Chelsea regarda sa nouvelle amie s’éloigner, le pas léger. Quelques minutes plus tard, elle la vit revenir. Melody avait libérer ses cheveux noirs qui tombaient librement sur ses épaules. Elle avait changé son maquillage pour un style beaucoup plus sensuel. Elle avait ouvert la veste de son tailleur et libéré les boutons du haut de son chemisier, offrant une vue agréable sur le sillon séparant ses seins et la dentelle de son soutien-gorge. Enfin, elle avait troqué ses chaussures plates contre des sandales à talons. Elle n’avait malheureusement pas pu raccourcir sa jupe grise. Chelsea fit mine d’applaudir et félicita Melody pour cette transformation. Son intuition ne l’avait pas trompée, il y avait deux personnalités chez celle qu’elle ne considérait plus comme sa cliente.

Le soleil était couché depuis longtemps sur les Channel Islands et le Pacifique. Les deux femmes avaient déjà vidé une bouteille de Chablis et les verres étaient maintenant remplis d’un Condrieu de bonne figure.

— J’adore les vins français, avoua Chelsea, sans doute l’influence des planteurs qui s’est transmise à travers leurs esclaves.

— Hélas, je n’en dirais pas autant des vins chinois. Il y a bien quelques vignobles créés par des français dans l’Himalaya, mais ils sont totalement inabordables.

— Je ne bois pas que ça, rassure-toi, il y a des vins très sympathiques dans la Napa Valley et aussi autour de Santa Barbara.

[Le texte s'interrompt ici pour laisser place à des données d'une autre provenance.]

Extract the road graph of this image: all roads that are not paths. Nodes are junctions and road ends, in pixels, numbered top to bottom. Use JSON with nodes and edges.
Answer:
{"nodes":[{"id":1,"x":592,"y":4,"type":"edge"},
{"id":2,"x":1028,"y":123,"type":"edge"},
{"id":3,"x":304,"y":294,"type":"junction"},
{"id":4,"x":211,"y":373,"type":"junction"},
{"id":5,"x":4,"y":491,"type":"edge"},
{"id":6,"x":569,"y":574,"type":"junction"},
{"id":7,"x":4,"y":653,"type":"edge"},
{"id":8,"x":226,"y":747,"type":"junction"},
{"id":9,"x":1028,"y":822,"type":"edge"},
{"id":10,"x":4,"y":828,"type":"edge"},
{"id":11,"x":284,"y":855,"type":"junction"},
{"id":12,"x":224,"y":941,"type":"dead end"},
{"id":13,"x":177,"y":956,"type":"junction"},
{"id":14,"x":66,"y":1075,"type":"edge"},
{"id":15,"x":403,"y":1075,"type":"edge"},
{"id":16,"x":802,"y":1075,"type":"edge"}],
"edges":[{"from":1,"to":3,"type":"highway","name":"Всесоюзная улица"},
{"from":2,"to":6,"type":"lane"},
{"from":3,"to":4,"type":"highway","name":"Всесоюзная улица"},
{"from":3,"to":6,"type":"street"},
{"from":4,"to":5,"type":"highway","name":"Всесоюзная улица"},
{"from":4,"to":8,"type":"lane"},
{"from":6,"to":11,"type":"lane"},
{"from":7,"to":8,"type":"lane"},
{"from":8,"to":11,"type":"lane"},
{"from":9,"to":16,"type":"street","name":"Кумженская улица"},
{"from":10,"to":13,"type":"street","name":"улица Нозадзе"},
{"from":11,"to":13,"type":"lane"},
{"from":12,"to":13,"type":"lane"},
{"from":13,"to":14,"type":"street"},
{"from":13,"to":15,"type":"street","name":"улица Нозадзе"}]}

— Je vais t’avouer quelque chose, murmura Melody. Dans mon entreprise, la plupart des collaborateurs me détestent. Je passe pour une arriviste sans états d’âme, qui ne pense qu’au travail. Et je crois que c’est assez vrai. Je n’ai pas de véritables amis, tout juste des relations motivées par l’intérêt et le désir de faire avancer ma carrière. Je ne ressens pas ça avec toi.

— Je te remercie, sincèrement. Moi non plus, je n’ai pas beaucoup d’amis proches, ni homme ni femmes, en dehors de mon associé que je connais depuis près de vingt ans.

— Tu couchez avec lui ?

— Je vais mettre ça sur le compte du Condrieu, répondit Chelsea en riant. Au début, j’aurais bien aimé, mais j’ai vite compris que je n’aurai jamais aucune chance. C’est le plus adorable des homos de Los Angeles.

— Ah, c’est dommage.

— Pourquoi ? Je suis bien comme je suis, je n’ai pas d’attaches ni de contraintes. Il y a quelques jours j’ai passé un moment fabuleux avec un jeune couple de musiciens. On a bu du bourbon, fumé des joints et fait l’amour toute la nuit.

— Comment est-ce que tu me trouves ? Je veux dire, physiquement ! demanda Melody.

— Bien mieux comme ça que la première fois que je t’ai rencontrée. Tu as besoin de t’habiller comme une vieille femme et de marcher avec un balai dans le cul ?

— C’était l’uniforme dans toutes les boîtes où j’ai travaillé.

— Bon, et bien ici ce n’est pas le cas. Enlève cette jupe affreuse que je voie ton petit cul.

Melody ne se fit pas prier et se leva pour faire glisser sa jupe sur ses hanches, dévoilant un tanga de dentelle blanche. Elle ôta également ses bas blancs et son chemisier, déjà largement déboutonné. Chelsea imita sa visiteuse et lui prit la main pour l’entraîner vers la piscine. Arrivée au bord du bassin, elle dégrafa son soutien-gorge et fit glisser son string avant d’entrer dans l’eau. Son amie la suivit de près. De l’eau jusqu’à la taille, les deux femmes s’enlacèrent pour un baiser passionné tandis que leurs mains exploraient leurs corps nus.

Après un moment de caresses fougueuses, les deux femmes sortirent de l’eau. Quand la bouteille de vin fut vide, Chelsea s’adressa à son amie toujours nue sur la terrasse.

— Tu peux dormir ici, si tu veux.

— Seulement si c’est dans ton lit, répondit Melody.